Approach Considerations
No specific laboratory blood tests are required in the workup of SAS. Echocardiography is the principal diagnostic study.
Go to Imaging in Aortic Stenosis for more complete information on this topic.
Echocardiography
In SAS, echocardiography enables evaluation of the following:
- Definition and location of the stenosis
- Extent of involvement of the LVOT
- Early aortic valve closure from its involvement and its associated lesion
- Aortic regurgitation
- Mitral regurgitation
- LV hypertrophy
- Poststenotic aortic dilatation
- Diagnostic features of associated congenital heart defects
- LV systolic performance
- Filling characteristics
Echocardiography helps in defining and localizing SAS (see the image below). It reveals the extent of LVOT involvement, the degree of LV hypertrophy, the indices of LV performance, and the parameters of diastolic function of the LV. Secondary effects, such as the degree of aortic insufficiency, mitral regurgitation, or poststenotic dilatation of the aorta, may be assessed. Finally, associated congenital heart defects and their influence on the hemodynamic effects of SAS may be evaluated.
Echocardiogram of membranous subaortic stenosis. AO = aortic; LA = left atrium; LVOT = left ventricular outflow tract. Two-dimensional echocardiography with color Doppler imaging is the current modality of choice to establish the diagnosis of SAS. This noninvasive method allows for serial evaluation of the progression of the lesion and of the results of intervention.
M-mode echocardiography provides indirect evidence of SAS by revealing early closure (from the Venturi effect of the jet formed by the SAS) and the coarse flutter of the aortic valve leaflets.

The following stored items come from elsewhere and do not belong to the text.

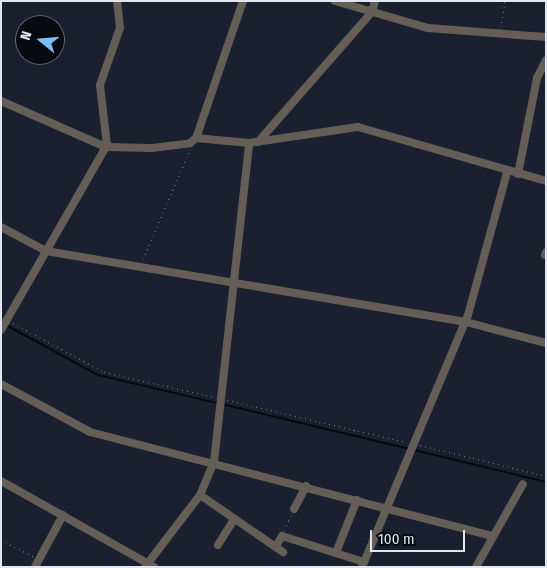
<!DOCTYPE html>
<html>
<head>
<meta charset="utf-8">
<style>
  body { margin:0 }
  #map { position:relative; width:547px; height:568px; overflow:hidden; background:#1a202f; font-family:"Fira Sans Condensed",sans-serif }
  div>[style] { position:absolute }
  .stream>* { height:2px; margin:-1px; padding:0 1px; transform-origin:1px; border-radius:1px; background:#000b0c }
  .path>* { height:1px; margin-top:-0.5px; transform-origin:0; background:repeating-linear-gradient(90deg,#787d8a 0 1px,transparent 0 5px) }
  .minor>* { height:8px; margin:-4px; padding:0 4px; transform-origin:4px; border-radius:4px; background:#645e57 }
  span { translate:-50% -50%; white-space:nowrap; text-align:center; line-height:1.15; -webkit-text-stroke:4.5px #080a11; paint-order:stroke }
  .frame { position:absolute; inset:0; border:2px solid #e1e6f0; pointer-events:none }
  .north { position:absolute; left:15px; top:15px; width:50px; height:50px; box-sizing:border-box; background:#080a11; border:1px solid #5f626a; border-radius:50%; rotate:287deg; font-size:14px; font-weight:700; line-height:20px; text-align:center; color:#e1e6f0 }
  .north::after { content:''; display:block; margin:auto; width:18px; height:22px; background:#7dbef9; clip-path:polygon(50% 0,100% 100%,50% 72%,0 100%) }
  .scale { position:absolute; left:370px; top:530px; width:95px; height:22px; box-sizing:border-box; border:2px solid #e1e6f0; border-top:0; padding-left:6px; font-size:15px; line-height:18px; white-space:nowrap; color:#e1e6f0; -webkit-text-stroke:4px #080a11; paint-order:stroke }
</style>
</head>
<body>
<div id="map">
  <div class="stream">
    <i style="left:6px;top:325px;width:105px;rotate:28.5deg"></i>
    <i style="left:98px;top:375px;width:122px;rotate:13.2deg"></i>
    <i style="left:222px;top:404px;width:192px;rotate:13.5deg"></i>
    <i style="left:414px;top:450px;width:136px;rotate:13.6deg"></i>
  </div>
  <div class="path">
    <i style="left:501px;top:27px;width:26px;rotate:-81deg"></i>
    <i style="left:143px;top:259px;width:119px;rotate:-66.7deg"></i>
    <i style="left:13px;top:323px;width:103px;rotate:28.3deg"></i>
    <i style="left:104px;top:372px;width:113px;rotate:12.8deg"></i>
    <i style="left:227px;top:400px;width:184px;rotate:13.2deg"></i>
    <i style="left:420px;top:445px;width:130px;rotate:13.8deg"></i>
    <i style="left:284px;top:530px;width:16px;rotate:-63deg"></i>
    <i style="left:1px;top:540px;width:37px;rotate:27deg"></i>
  </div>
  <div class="minor">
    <i style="left:243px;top:1px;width:145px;rotate:108.9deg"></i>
    <i style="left:196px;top:138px;width:53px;rotate:5.4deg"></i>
    <i style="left:249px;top:143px;width:110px;rotate:-8.4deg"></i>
    <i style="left:358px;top:127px;width:196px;rotate:16deg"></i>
    <i style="left:335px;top:1px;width:97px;rotate:16.2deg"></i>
    <i style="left:428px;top:28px;width:118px;rotate:4.4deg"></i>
    <i style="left:1px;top:101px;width:115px;rotate:23.7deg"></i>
    <i style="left:106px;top:147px;width:46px;rotate:1.2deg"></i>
    <i style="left:152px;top:148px;width:38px;rotate:-7deg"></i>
    <i style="left:190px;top:143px;width:8px;rotate:-40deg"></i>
    <i style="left:258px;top:142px;width:173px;rotate:-48.8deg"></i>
    <i style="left:372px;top:12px;width:11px;rotate:-75deg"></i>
    <i style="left:518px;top:174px;width:98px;rotate:-78.8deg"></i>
    <i style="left:537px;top:78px;width:20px;rotate:-63deg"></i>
    <i style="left:1px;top:227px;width:51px;rotate:28.1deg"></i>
    <i style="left:46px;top:251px;width:426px;rotate:9.6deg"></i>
    <i style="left:466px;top:322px;width:83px;rotate:14.7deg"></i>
    <i style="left:545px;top:255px;width:3px;rotate:-72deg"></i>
    <i style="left:1px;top:330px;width:213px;rotate:-60.2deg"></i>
    <i style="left:107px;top:145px;width:60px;rotate:-96.7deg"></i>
    <i style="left:100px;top:85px;width:60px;rotate:-70.7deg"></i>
    <i style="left:120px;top:28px;width:27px;rotate:-96deg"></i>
    <i style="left:1px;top:384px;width:101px;rotate:28.3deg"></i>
    <i style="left:90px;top:432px;width:416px;rotate:14.5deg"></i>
    <i style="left:1px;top:481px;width:176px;rotate:29.3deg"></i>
    <i style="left:200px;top:495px;width:101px;rotate:34.5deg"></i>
    <i style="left:294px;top:509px;width:26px;rotate:-62deg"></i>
    <i style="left:218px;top:545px;width:31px;rotate:-58deg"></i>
    <i style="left:276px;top:546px;width:12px;rotate:-59deg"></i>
    <i style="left:282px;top:536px;width:86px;rotate:17.6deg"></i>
    <i style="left:337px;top:550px;width:54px;rotate:-68.2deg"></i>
    <i style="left:35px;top:567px;width:59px;rotate:-61.7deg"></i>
    <i style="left:145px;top:567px;width:91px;rotate:-52.6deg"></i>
    <i style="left:200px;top:495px;width:36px;rotate:-67deg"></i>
    <i style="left:214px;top:462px;width:321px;rotate:-83.7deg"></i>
    <i style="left:362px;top:567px;width:273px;rotate:-67.2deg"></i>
    <i style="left:468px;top:315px;width:148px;rotate:-74.7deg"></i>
    <i style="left:476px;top:567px;width:95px;rotate:-60.5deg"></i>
  </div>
  <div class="frame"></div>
  <div class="north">N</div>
  <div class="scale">100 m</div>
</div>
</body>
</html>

Two-dimensional echocardiography, and now 3-dimensional (3D) echocardiography, reveals and defines the position of lesions, the extent of involvement of the LVOT (in tunnellike SAS), and the associated defects. Apical views reveal the relationship of the SAS to surrounding structures (eg, mitral valve), and parasternal and subcostal long-axis views reveal the proximity of SAS to the aortic valve (see the image below).
Three-dimensional echocardiography can produce images of SAS with depictions of the morphology and extent remarkably similar to those observed during surgical visualization.
Multiplanar transesophageal echocardiography (TEE) provides superior definitions of the lesion, making it an ideal tool for intraoperative evaluation of the lesion to guide surgical resection and to evaluate the immediate results at the time of surgery.[14] TEE is also useful for diagnostic purposes in patients with a poor acoustic window in whom transthoracic imaging results are not definitive.
A peak instantaneous and a mean pressure gradient across the LVOT estimated during continuous wave Doppler interrogation provide measures of the severity of LVOT obstruction.
When used as a guide to cardiac intervention, Doppler interrogation does not permit the clinician to accurately estimate the pressure gradient in the presence of multiple obstructive LVOT lesions in series, a large ventricular septal defect (VSD), or a tunnel-like obstruction.
Color Doppler evaluation reveals the presence and severity of aortic and mitral regurgitation.
Cardiac Catheterization
Cardiac catheterization is not routinely indicated in SAS. However, it is helpful in patients with LVOT obstruction in series and tunnellike obstruction to delineate the site and severity of LVOT obstruction. Cardiac catheterization is also used for preoperative hemodynamic evaluation in SAS associated with other congenital heart defects.
Careful pullback pressure measurements performed with an end-hole or high-fidelity manometer-tipped catheter from the LV to the aorta allow delineation of the pressure gradient and the exact site of obstruction in the LVOT.
Electrocardiography
In SAS, even if mild, ECG reveals a variable degree of LV hypertrophy in 50-80% of patients. ECG findings are occasionally normal in patients with severe SAS. A prominent Q wave in the left precordial leads may be present from septal hypertrophy. Strain pattern is visible on the ECG in approximately 25% of patients and indicates severe obstruction.
Cineangiography
Cineangiography is usually not necessary to define the anatomy of SAS, but it may be helpful if catheterization is being performed to better delineate multilevel LVOT obstruction and to evaluate other associated cardiac defects. A left ventriculogram obtained in a cranially angulated left anterior oblique orientation delineates the LVOT and the anatomy of the SAS, and it reveals aortic valve stenosis, if present. The degree of mitral valve regurgitation and anatomy of any ventricular septal defects, if present, are also well demonstrated.
Histologic Findings
Histologic findings in SAS are the same in lesions of the fibromuscular ridge or collar and in tunnellike lesions. A composite of different tissue cells, which varies from patient to patient, is present.
Abundant amounts of irregularly oriented and dense collagen fibers and thin, short elastic fibers are visible. Also visible are sparsely scattered fibroblasts with elongated nuclei and smooth muscle cells. Vascularity is generally absent.